Bailaron. Por supuesto que bailaron. Bailaron hasta un punto en que tuvieron que sentarse de lo agotadas que estaban, pero felices.

Había habido de todo en cuanto al repertorio musical se refería, pero a Gwendoline no le había pasado por alto que había sonado Marry You, de Bruno Mars. Teniendo en cuenta que Bruno era uno de sus cantantes favoritos, y que aquella canción le parecía de lo más tierno, pudo imaginarse bien quién la había pedido: la misma chica a la que había prometido que, cuando sus vidas no fueran la locura que eran, se casarían.

Después de aquello, la boda comenzó a desinflarse: los invitados que no se habían ido ya—la buena de Elizabeth Ebner se había marchado temprano—, comenzaron a marcharse entonces en un goteo lento pero constante, y finalmente quedaron unos pocos invitados entre los que se encontraban, por supuesto, ellas dos y Luca Lehmann. Así que también decidieron marcharse.

Se despidieron de Sophie y Jon, quienes insistieron en que, por favor, si al día siguiente no estaban muy cansados ni tenían prisa por volver a casa, se les unieran para comer y hablar un rato de manera más sosegada. Los dos Lehmann aceptaron la invitación, conscientes de que quizás pasaría bastante tiempo antes de volver a ver a Sophie.

Los tres se marcharon juntos en el mismo coche en que habían llegado, aunque cambiaron de conductor: teniendo en cuenta que Sam no tenía carnet, que Luca no había bebido mucho pero sí un poco, y que Gwendoline era la única sobria y con permiso de circulación, se encargó ella de la tarea. Le costó un poco adaptarse a conducir por la izquierda y cambiar de marchas con la derecha, pero al final logró defenderse.
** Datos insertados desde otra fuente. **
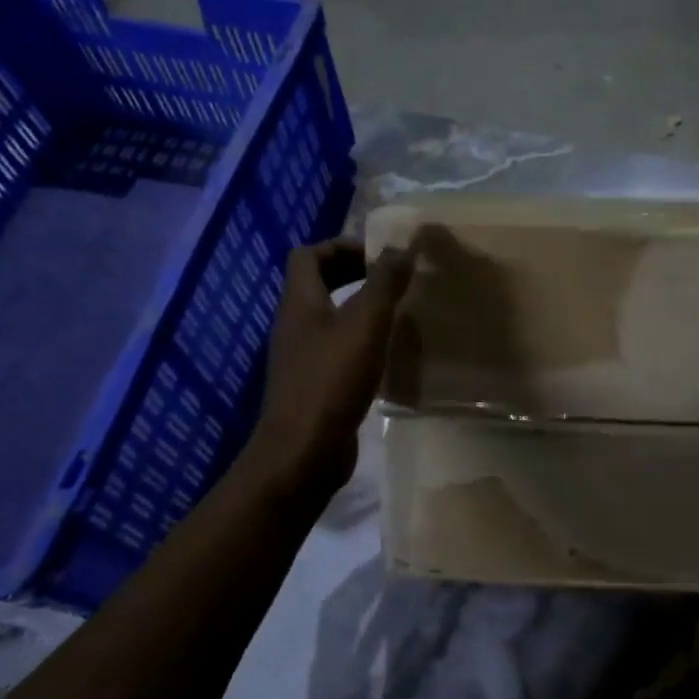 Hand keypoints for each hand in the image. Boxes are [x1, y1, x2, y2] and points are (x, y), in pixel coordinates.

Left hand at [241, 238, 412, 498]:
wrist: (304, 451)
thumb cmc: (332, 380)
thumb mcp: (365, 323)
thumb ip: (384, 283)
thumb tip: (402, 246)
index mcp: (300, 303)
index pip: (308, 255)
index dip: (341, 246)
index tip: (379, 256)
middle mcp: (295, 326)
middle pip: (318, 285)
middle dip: (353, 275)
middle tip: (393, 281)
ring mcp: (302, 358)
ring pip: (330, 319)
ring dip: (360, 310)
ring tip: (398, 315)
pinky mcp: (315, 386)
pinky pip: (337, 350)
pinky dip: (361, 343)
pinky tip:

Luca viajaba en el asiento del acompañante para indicar a Gwendoline la ruta a seguir, mientras que Sam iba en el asiento trasero. Nadie hablaba demasiado, notándose el cansancio. La radio estaba sintonizada en la misma emisora clásica, y en esta ocasión sonaba Don’t stop me now, de Queen.

—¿Os apetece tomar algo antes de volver al hotel?—Preguntó entonces Luca, haciendo que Gwendoline, concentrada en la carretera iluminada por los faros, regresara al mundo real.—Conozco un sitio por aquí. ¿Te acuerdas de ese sitio al que solíamos ir, cariño? ¿Ese bar que tenía ambiente rock y guitarras eléctricas colgadas en las paredes? Seguramente no, eras muy pequeña...

—Por mí sí, podemos ir. ¿Te apetece?—Apoyó Gwendoline, mirando a Sam a través del espejo retrovisor interior del vehículo.

Por su aspecto, seguramente le gustaría más irse a dormir, pero teniendo en cuenta que su padre no lo había pasado del todo bien en la boda, se imaginó que accedería. Y Gwendoline siempre estaría de acuerdo en visitar lugares vinculados a la infancia de su novia: la ayudaban a sentirse más cerca de ella.